Nick Coghlan ncoghlan at gmail.com
Fri Sep 15 17:15:27 CEST 2006


Jim Jewett wrote:
>> > ISTM that raising the exception lazily (which seems to be necessary)
>> > would be very confusing.
> 
>> Yeah, it appears it would be necessary to at least *scan* the string 
>> when it
>> was first created in order to ensure it can be decoded without errors 
>> later on.
> 
> What happens today with strings?  I think the answer is:
>     "Nothing.
>      They print something odd when printed.
>      They may raise errors when explicitly recoded to unicde."
> Why is this a problem?

We don't have 8-bit strings lying around in Py3k. To convert bytes to 
characters, they *must* be converted to unicode code points.

> I'm not so happy about the efficiency implication of the idea that
> *all* strings *must* be validated (let alone recoded).

Then always define latin-1 as the source encoding for your files - it will 
just pass the bytes straight through.

>> Since strings don't currently have any mutable internal state, it's 
>> possible
>> to freely share them between threads (without this property, the 
>> interning
>> behaviour would be doomed).
> 
> Interning may get awkward if multiple encodings are allowed within a
> program, regardless of whether they're allowed for single strings.  It
> might make sense to intern only strings that are in the same encoding
> as the source code.  (Or whose values are limited to ASCII?)

Unicode strings don't have an encoding - they only store code points.

>> If strings could change the encoding of their internal buffers then 
>> they'd
>> have to use a read/write lock internally on all operations that might be
>> affected when the internal representation changes. Blech.
> 
> Why?
> 
> There should be only one reference to a string until is constructed,
> and after that, its data should be immutable.  Recoding that results
> in different bytes should not be in-place.  Either it returns a new
> string (no problem) or it doesn't change the databuffer-and-encoding
> pointer until the new databuffer is fully constructed.
> 
> Anything keeping its own reference to the old databuffer (and old
> encoding) will continue to work, so immutability ==> the two buffers
> really are equivalent.

I admit that by using a separate Python object for the data buffer instead of 
a pointer to raw memory, the incref/decref in the processing code becomes the 
moral equivalent of a read lock, but consider the case where Thread A performs 
an operation and decides "I need to recode the buffer to UCS-4" at the same 
time that Thread B performs an operation and decides "I need to recode the 
buffer to UCS-4".

To deal with that you would still want to be very careful with the incref 
new/reassign/decref old step for switching in a new the data buffer (probably 
by using some form of atomic reassignment operation).
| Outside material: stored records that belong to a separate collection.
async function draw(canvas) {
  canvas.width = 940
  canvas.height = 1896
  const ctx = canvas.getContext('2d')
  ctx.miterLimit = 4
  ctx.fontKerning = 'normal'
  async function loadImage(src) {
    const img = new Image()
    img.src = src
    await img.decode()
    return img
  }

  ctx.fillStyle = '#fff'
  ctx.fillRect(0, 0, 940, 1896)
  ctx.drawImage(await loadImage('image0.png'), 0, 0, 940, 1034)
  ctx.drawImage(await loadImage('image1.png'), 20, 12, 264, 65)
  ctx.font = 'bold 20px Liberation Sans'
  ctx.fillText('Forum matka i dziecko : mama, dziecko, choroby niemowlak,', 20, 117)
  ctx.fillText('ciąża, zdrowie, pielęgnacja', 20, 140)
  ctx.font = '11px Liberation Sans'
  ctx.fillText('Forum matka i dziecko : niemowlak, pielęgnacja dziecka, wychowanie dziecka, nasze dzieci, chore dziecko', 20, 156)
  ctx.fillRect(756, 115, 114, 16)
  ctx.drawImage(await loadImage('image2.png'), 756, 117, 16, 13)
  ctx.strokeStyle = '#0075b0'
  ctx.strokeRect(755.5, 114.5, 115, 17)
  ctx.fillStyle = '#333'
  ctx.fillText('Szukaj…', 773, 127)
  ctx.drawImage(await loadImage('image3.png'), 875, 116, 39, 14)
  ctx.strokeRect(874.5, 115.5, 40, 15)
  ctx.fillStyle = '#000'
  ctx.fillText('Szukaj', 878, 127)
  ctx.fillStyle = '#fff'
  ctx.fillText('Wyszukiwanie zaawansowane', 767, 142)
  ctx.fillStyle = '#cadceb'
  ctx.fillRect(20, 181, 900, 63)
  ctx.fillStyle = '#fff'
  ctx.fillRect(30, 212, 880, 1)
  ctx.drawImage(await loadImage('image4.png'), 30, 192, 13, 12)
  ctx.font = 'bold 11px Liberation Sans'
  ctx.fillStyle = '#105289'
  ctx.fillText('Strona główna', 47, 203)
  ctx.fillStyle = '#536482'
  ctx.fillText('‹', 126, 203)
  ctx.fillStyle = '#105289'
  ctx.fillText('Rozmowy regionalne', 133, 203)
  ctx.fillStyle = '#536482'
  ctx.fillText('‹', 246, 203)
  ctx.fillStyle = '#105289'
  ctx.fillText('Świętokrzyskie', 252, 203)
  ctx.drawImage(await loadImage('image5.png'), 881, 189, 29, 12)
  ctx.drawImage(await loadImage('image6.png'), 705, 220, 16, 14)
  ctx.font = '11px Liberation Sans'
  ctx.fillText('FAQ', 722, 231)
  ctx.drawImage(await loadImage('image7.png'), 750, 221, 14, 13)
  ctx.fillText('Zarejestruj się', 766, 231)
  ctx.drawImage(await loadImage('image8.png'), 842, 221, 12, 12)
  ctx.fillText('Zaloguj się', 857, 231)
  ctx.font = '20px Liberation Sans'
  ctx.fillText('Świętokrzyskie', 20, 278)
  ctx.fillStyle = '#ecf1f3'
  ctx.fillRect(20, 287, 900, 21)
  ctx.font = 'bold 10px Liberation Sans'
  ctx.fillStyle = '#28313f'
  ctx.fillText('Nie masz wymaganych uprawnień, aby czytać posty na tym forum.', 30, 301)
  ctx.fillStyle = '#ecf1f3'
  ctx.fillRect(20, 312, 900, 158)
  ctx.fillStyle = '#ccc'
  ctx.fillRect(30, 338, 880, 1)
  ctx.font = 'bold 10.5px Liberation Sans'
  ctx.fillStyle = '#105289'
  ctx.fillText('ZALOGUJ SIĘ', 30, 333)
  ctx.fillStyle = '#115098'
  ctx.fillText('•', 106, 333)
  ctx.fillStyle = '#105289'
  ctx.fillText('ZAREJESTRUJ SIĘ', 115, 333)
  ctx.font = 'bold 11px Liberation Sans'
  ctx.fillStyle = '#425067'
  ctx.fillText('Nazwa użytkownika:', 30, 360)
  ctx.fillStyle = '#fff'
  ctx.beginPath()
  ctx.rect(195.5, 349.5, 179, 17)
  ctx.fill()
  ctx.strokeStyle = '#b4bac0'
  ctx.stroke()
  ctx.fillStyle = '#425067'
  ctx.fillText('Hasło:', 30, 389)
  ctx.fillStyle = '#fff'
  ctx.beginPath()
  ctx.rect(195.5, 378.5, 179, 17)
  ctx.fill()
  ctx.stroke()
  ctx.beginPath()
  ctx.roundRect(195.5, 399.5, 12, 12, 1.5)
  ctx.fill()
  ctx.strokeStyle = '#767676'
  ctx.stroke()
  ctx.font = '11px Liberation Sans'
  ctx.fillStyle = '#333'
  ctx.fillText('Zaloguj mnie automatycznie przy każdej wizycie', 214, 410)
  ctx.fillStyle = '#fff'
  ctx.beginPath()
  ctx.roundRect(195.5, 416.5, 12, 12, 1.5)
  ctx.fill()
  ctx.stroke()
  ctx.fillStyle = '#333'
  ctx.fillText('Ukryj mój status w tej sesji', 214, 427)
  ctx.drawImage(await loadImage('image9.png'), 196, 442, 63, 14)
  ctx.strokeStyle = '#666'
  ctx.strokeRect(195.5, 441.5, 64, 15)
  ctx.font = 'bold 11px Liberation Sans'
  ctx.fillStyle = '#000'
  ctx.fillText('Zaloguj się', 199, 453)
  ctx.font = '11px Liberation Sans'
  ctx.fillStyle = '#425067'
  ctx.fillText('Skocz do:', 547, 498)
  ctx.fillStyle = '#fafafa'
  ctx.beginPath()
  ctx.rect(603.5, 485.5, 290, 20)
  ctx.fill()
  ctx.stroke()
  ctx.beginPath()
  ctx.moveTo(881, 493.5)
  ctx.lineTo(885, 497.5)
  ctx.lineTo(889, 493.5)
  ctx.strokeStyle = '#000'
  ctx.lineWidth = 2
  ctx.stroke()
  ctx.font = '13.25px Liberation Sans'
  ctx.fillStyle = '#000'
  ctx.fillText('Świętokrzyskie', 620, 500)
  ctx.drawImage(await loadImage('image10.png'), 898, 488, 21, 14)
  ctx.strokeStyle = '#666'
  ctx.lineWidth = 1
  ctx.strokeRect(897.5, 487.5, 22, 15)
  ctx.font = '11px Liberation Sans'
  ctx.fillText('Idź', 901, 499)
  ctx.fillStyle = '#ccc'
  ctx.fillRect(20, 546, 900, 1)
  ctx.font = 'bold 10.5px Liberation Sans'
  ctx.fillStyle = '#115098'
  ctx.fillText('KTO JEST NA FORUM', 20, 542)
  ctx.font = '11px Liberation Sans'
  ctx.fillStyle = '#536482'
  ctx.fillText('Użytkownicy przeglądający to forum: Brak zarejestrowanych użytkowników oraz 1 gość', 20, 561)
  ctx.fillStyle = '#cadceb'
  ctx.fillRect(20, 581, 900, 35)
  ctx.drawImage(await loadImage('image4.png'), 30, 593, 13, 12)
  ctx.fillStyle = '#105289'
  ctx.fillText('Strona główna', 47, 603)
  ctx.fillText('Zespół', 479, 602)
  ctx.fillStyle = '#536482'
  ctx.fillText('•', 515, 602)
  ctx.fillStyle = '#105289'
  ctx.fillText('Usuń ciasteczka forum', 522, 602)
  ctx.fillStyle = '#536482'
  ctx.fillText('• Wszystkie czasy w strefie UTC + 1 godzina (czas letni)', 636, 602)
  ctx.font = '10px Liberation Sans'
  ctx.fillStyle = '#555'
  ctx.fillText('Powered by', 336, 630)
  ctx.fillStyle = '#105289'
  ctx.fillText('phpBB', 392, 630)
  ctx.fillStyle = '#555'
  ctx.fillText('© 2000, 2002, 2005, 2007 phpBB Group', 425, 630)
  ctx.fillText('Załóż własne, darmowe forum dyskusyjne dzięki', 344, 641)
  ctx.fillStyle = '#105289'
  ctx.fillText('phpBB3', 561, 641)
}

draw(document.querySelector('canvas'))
And this style has some very serious overhead implications, as each string 
would now require:
   The string object, with a 32 or 64 bit pointer to the data buffer object
   The data buffer object

String memory overhead would double, with an additional 32 or 64 bits 
depending on platform. This is a pretty significant increase when it comes to 
identifier-length strings.

So still blech, even if you make the data buffer a separate Python object to 
avoid the need for an actual read/write lock.

>> Sure certain applications that are just copying from one data stream to
>> another (both in the same encoding) may needlessly decode and then 
>> re-encode
>> the data,
> 
> Other than text editors, "certain" includes almost any application I
> have ever used, let alone written.

If you're reading text and you *know* it is ASCII data, then you can just set 
the encoding to latin-1 (since that can just copy the original bytes to the 
string's internal buffer - the actual ascii codec needs to check each byte to 
see whether or not the high bit is set, so it would be slower, and blow up 
with a DecodingError if the high bit was ever set).

I suspect an awful lot of quick-and-dirty scripts written by native English 
speakers will do exactly that.

>> but if the application *knows* that this might happen (and has
>> reason to care about optimising the performance of this case), then the
>> application is free to decouple the "reading" and "decoding" steps, 
>> and just
>> transfer raw bytes between the streams.
> 
> So adding boilerplate to treat text as bytes "for efficiency" may
> become a standard recipe?  Not so good.

No, the standard recipe becomes "handle bytes as bytes and text as 
characters". If you know your source data is 8-bit text (or are happy to treat 
it that way, even if it isn't), then use the latin-1 codec to decode the 
original bytes directly to 8-bit characters.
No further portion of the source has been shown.